Education and Social Control in Speculative Fiction.

    The role of the individual within a successful totalitarian regime is one of the most compelling and enduring themes in speculative fiction, explored by Zamiatin, Orwell, and many others. These stories are often concerned with the obvious importance of education in such societies, especially in the training of the powerless and the very young. What are the mechanisms of social control and indoctrination in these stories, and how they are used to establish and enforce social rules? Must mandatory conformity always breed a certain amount of rebellion due to human nature?

Experiencing Sense of Wonder for College Credit: Teaching SF in the Classroom.

    A discussion of the past and present of teaching sf as literature at the college level. How has the explosion of “sci-fi” in pop culture changed the attitude of students towards our classics?

Both Sides Now: Presenting the Opposing Argument.

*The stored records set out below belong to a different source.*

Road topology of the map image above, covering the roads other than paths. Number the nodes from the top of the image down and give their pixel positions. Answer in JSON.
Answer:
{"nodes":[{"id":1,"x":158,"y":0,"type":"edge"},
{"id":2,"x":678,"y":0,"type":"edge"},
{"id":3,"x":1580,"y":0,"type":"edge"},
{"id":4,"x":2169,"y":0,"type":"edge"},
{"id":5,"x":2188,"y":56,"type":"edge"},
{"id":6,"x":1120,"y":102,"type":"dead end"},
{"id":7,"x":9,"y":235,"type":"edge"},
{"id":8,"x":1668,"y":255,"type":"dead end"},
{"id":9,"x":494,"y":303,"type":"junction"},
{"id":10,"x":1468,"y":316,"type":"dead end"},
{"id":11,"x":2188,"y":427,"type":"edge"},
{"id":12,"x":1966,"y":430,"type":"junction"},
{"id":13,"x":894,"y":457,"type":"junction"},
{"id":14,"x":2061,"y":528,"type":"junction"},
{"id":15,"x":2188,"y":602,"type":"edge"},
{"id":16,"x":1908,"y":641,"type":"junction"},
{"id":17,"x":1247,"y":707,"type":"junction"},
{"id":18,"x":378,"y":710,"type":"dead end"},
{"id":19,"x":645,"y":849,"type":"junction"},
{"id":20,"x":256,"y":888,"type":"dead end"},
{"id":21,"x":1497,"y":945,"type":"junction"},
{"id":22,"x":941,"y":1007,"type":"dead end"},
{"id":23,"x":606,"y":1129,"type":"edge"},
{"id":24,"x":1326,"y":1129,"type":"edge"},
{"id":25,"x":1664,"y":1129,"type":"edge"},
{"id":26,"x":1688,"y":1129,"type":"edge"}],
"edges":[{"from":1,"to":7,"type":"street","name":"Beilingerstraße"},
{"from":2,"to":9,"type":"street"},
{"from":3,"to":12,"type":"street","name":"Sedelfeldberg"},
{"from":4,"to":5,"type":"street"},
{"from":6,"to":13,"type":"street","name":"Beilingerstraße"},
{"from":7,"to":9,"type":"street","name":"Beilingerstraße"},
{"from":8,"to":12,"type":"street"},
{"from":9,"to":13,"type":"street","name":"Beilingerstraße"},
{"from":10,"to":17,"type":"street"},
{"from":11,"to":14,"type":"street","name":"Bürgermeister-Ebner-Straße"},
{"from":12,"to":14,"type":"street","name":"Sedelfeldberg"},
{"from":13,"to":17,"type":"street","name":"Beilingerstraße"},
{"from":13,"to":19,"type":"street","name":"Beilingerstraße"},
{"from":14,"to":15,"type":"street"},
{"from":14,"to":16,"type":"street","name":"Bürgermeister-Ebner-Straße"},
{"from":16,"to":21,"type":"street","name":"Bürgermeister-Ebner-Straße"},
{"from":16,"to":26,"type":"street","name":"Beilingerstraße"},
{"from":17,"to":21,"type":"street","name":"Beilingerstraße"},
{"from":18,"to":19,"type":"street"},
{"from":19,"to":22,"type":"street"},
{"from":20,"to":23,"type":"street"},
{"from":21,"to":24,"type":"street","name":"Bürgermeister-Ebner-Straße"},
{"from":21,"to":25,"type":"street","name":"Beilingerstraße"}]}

    “Almost any interesting work of art comes close to saying the opposite of what it really says.” —Gene Wolfe, “What I Know About Writing.” For instance, you are unlikely to find a stronger, more sympathetic argument in favor of the existence of a torturer's guild than in The Book of the New Sun. The argument for a given point of view is always more effective and forceful when the opposing argument has been presented — and done full justice, not just held up as a straw man. Examining the depth of the opposing argument may be an underused critical tool.

The Separate Pleasures of the Mystery Novel.

    At past Readercons, we've talked about how the sf and mystery genres overlap in the pleasures they provide to the writer and reader, so that the desire to combine the two is, for some, irresistible. But just as clearly, both genres do things that the other cannot, and this attracts many readers and some writers to pure examples of both forms. As with sf, there are distinct subgenres of mystery (private eye, police procedural, courtroom drama) that have their own separate attractions.

2003-2004: The Years in Short Fiction.

    Including a look at the state of the magazines (professional and semi-pro).

The Career of Joe Haldeman.

The Career of Kate Wilhelm.

The Fiction of Henry Kuttner & C.L. Moore.

The New Cordwainer Smith Winner: An Introduction.


The Rhysling Award Poetry Slan.

    (A “poetry slan,” to be confused with “poetry slam,” is a poetry reading by sf folks, of course.) Climaxed by the presentation of this year's Rhysling Award.

The Best of the Kirk Poland Memorial Bad Prose Competition.

    Our traditional evening entertainment, named in memory of the pseudonym and alter ego of Jonathan Herovit of Barry Malzberg's Herovit's World. Ringleader Craig Shaw Gardner reads a passage of unidentified but genuine, published, bad sf, fantasy, or horror prose, which has been truncated in mid-sentence. Each of our panelists — Craig and his co-moderator Eric M. Van, champion Glenn Grant, returning provocateur Yves Meynard and a new challnger TBA — then reads an ending for the passage. One ending is the real one; the others are imposters concocted by our contestants (including Craig) ahead of time. None of the players knows who wrote any passage other than their own, except for Eric, who gets to play God as a reward for the truly onerous duty of unearthing these gems. Craig then asks for the audience vote on the authenticity of each passage (recapping each in turn by quoting a pithy phrase or three from them), and the Ace Readercon Joint Census Team counts up each show of hands faster than you can say “Bambi pranced.” Eric then reveals the truth. Each contestant receives a point for each audience member they fooled, while the audience collectively scores a point for everyone who spots the real answer. As a rule, the audience finishes third or fourth. Warning: the Sturgeon General has determined that this trash is hazardous to your health; i.e., if it hurts to laugh, you're in big trouble. This year's contest includes one round each from Readercons 3 through 7, and features both classic and freshly minted “answers” from co-moderator Craig Shaw Gardner (as well as new “answers” from the other contestants).